Joys of early season outliers: Peyton Manning is currently on pace for the following all-galaxy QB stat line at season’s end: 112 TDs / 0 INTs / 7392 yards. Last year’s playoff teams went 6-6 during 2013’s opening week. Three teams achieved 2-pt safeties for early 2-0 leads in the first quarter of their seasons: the Jets, Steelers, and Jaguars. The Eagles added another 2-pt safety in the 2nd quarter of their opening game Monday night, upping the total to 4. How unusual is this? During the entire 2012 regular season there were a total of 13 safeties; during 2011 there were just 9. (Source: Sporting Charts)
Correlation Skeptic: Jason Garrett identified forcing turnovers to be a major defensive goal this season for the Cowboys, claiming that a higher turnover count correlates to more wins. Division rival Redskins are also looking to improve on their already decent 2012 turnover stats. Question. How well do turnovers really correspond to winning?
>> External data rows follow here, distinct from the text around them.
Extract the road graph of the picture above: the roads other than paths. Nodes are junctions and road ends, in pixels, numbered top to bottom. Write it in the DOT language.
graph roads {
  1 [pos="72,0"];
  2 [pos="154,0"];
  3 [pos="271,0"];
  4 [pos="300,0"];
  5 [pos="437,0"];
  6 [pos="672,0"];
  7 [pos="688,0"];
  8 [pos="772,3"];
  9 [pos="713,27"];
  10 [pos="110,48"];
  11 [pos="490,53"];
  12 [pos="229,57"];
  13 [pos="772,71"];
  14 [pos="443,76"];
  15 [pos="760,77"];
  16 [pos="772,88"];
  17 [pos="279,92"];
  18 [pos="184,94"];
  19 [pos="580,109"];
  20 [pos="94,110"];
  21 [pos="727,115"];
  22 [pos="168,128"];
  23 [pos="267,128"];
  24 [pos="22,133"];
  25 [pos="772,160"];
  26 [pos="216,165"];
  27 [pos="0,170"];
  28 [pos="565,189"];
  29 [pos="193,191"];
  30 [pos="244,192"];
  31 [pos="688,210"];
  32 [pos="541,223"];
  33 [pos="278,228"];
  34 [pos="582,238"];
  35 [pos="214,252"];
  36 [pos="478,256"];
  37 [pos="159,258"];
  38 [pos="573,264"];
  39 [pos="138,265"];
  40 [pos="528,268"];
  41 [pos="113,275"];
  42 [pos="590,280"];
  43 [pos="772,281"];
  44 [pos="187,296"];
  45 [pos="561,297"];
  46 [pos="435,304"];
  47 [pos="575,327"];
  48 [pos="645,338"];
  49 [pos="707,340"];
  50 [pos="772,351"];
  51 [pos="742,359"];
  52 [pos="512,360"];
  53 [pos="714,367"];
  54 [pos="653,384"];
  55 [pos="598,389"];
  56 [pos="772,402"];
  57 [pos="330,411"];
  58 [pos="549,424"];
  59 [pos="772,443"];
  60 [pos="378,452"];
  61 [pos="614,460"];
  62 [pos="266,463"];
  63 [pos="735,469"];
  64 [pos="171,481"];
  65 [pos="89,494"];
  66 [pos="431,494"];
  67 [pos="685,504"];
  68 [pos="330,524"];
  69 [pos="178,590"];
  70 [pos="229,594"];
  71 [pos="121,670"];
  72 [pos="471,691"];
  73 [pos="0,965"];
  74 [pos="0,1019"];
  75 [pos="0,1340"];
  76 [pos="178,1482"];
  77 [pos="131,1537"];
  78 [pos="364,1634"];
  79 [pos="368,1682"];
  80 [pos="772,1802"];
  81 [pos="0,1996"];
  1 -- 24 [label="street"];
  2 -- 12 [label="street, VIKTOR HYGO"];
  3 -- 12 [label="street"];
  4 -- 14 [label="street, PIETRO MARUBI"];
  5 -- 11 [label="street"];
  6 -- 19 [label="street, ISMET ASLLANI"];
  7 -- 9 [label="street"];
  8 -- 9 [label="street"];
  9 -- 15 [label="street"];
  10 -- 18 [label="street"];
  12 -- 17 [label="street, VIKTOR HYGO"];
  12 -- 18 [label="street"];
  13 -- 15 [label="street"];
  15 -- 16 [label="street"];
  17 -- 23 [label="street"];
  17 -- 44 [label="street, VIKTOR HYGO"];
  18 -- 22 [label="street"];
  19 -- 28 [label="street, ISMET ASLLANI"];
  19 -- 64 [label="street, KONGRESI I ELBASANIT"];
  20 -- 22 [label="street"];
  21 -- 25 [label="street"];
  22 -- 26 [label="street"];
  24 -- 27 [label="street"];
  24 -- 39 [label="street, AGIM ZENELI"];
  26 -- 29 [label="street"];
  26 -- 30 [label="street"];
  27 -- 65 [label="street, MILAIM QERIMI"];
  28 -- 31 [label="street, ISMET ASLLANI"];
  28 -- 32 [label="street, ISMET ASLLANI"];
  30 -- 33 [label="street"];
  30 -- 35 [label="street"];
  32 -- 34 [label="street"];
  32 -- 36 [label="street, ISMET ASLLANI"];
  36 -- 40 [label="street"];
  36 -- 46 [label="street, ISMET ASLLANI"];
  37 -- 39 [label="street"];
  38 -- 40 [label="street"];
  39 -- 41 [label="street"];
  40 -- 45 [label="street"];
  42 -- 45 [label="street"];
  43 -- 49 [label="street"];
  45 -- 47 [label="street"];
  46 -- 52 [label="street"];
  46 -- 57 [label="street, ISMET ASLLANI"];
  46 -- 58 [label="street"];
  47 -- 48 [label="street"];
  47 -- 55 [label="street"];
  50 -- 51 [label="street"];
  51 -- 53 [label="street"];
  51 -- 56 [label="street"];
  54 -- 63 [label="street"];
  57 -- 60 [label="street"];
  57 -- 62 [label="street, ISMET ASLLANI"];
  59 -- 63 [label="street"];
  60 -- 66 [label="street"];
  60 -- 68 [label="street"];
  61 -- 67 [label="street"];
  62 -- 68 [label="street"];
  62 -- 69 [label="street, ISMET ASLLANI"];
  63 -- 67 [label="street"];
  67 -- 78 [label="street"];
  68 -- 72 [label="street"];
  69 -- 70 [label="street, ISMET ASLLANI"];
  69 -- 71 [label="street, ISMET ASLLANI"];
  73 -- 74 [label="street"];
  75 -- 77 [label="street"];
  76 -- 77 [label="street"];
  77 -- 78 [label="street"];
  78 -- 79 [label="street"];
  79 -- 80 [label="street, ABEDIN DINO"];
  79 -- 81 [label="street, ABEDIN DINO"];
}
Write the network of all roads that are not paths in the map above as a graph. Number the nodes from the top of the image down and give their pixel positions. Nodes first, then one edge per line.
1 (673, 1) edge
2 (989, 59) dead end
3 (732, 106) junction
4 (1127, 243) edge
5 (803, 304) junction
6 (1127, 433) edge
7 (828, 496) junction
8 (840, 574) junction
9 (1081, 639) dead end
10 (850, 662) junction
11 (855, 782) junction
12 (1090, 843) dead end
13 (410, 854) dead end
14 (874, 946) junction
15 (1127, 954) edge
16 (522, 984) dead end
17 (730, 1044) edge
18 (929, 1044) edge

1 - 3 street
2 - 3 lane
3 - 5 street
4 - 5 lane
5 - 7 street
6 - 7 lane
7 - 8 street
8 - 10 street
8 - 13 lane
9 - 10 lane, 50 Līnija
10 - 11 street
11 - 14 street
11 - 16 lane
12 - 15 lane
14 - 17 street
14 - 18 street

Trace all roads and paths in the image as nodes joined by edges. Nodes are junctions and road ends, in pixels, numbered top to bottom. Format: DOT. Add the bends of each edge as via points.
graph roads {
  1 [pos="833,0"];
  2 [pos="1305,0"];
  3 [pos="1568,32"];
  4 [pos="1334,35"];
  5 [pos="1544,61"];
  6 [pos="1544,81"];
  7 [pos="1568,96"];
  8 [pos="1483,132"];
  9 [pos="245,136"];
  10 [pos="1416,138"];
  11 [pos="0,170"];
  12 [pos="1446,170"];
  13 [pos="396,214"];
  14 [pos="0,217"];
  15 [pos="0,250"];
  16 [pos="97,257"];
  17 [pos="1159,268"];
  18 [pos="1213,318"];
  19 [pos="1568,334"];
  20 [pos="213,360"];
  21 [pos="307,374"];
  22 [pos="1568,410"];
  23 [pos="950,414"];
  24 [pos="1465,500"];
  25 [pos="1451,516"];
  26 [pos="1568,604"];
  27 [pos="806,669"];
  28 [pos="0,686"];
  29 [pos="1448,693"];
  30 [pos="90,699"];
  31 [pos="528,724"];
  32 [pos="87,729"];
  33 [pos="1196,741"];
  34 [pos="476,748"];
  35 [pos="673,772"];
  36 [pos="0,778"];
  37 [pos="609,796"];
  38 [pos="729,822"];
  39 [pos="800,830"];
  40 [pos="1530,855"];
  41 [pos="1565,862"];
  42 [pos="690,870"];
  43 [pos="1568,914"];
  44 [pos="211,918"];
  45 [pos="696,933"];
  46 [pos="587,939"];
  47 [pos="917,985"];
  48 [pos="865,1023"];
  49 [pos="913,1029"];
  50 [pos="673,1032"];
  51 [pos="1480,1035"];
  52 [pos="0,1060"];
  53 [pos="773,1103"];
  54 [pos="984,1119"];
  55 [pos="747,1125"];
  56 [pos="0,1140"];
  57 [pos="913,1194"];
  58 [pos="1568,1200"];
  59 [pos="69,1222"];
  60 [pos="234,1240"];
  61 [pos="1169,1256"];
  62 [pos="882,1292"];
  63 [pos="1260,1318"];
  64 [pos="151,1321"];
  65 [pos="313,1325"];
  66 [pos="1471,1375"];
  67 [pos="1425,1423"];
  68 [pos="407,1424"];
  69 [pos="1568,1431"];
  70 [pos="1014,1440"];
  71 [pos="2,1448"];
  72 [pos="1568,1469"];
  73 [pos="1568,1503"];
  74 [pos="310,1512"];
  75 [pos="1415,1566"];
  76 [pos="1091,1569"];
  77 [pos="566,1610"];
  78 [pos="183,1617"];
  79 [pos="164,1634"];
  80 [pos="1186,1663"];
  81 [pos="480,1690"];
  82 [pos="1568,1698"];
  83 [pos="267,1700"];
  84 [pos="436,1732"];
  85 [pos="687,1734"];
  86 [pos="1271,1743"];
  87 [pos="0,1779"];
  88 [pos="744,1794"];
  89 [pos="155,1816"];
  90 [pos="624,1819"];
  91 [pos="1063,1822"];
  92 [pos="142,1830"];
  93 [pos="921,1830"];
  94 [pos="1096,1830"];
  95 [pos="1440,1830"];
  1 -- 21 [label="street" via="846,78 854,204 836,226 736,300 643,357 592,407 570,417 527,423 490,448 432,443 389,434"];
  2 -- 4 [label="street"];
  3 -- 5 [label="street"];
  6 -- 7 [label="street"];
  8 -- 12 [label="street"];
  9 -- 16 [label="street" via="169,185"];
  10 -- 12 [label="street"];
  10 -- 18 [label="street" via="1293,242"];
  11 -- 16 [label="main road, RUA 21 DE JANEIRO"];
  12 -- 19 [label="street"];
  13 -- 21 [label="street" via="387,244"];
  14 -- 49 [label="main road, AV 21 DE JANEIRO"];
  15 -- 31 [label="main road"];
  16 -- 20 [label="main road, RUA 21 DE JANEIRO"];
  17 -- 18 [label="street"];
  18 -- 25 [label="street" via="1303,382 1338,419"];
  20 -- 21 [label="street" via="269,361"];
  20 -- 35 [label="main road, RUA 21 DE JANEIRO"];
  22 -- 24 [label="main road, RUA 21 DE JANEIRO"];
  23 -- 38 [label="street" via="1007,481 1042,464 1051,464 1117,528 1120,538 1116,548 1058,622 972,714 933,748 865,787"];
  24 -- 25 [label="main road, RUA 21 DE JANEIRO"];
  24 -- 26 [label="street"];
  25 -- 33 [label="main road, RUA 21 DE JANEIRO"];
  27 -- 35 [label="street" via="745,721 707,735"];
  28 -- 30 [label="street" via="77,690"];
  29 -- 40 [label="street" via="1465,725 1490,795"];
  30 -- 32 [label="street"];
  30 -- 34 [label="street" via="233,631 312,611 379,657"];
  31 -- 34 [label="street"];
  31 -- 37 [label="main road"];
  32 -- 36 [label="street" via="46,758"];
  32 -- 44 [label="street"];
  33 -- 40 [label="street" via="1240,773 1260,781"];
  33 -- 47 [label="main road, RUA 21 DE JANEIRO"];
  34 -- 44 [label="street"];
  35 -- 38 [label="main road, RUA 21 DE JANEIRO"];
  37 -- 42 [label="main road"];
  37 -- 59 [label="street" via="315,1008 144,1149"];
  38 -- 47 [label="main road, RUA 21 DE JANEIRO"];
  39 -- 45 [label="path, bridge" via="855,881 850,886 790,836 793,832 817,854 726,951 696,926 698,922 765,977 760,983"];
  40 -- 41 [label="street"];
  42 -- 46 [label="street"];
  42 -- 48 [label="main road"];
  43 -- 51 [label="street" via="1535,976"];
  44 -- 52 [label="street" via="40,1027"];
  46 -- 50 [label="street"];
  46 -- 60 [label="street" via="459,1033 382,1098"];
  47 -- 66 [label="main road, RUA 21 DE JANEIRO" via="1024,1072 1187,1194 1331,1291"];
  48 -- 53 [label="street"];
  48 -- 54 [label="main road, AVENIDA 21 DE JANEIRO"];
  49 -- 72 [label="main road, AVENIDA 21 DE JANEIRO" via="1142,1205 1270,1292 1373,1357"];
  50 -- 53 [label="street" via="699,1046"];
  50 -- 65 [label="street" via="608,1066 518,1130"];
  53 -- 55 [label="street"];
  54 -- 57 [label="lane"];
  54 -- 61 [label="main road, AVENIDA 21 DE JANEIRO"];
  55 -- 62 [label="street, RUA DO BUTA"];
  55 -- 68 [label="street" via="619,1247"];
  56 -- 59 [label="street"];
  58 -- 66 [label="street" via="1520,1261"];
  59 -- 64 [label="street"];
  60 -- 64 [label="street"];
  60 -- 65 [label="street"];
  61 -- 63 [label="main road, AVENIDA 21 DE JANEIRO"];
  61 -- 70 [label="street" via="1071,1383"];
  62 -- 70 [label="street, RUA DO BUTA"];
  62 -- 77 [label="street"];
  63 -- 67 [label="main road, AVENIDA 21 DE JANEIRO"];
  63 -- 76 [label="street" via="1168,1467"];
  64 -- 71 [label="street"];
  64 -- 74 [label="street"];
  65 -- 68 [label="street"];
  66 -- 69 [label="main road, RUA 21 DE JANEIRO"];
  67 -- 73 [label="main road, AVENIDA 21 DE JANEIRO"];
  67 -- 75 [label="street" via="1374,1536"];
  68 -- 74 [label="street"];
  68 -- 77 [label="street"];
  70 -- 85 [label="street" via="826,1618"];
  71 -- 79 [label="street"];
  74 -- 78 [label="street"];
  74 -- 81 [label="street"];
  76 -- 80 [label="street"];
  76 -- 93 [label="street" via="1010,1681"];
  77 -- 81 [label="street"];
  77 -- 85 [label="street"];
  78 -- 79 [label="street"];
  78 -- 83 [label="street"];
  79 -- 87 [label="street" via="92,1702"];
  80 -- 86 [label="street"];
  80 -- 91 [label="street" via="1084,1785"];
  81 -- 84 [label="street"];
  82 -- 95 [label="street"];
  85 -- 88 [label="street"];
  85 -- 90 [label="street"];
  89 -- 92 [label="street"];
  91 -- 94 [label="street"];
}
Dallas blogger Joey Ickes has done some interesting and detailed stats mulling for the 2012 seasonal data. Especially intriguing was his material about yards gained per point scored. He has some nice data for the differential between offense and defense concerning this stat, correctly intuiting IMHO that this differential is more correlative to victories than the pure offensive stats would be. But Ickes seems to abandon this differential approach when it comes to turnovers. He predicts that if the defense create at least 30 turnovers on the season then the Cowboys will make the playoffs. (They are already 20% of the way there after week one). But what if the Cowboy’s offense at the same time lose 35 turnovers on the season?
view SQL and R code
w h i t e s p a c e
w h i t e s p a c e
Enlarge these for clear viewing. I was curious about fumbles vs. interceptions also, so they are split out from the pure takeaway values separately. If you find the visual evidence of direct relationship between wins and turnovers a little less than compelling, I’m with you!Note the actual degree of statistical correlation for these values within the R code display. (Go here for more about correlation metrics and how to read their entrails.) Pure takeaways are less significant to winning than the turnover differentials — shouldn’t be surprising. Still, for my money, even a correlation of .686 is a little meh, especially considering the small sample size: 16 games per season. Also of note is the superiority of interceptions over fumbles as an indicator of victories, in general. The fumbles (blue) tend to cluster closer to the grey breakeven line regardless of wins, while the interceptions (red) vary more and trend towards the black wins curve a bit more. Passing league! But the combined turnovers (purple) give the closest fit.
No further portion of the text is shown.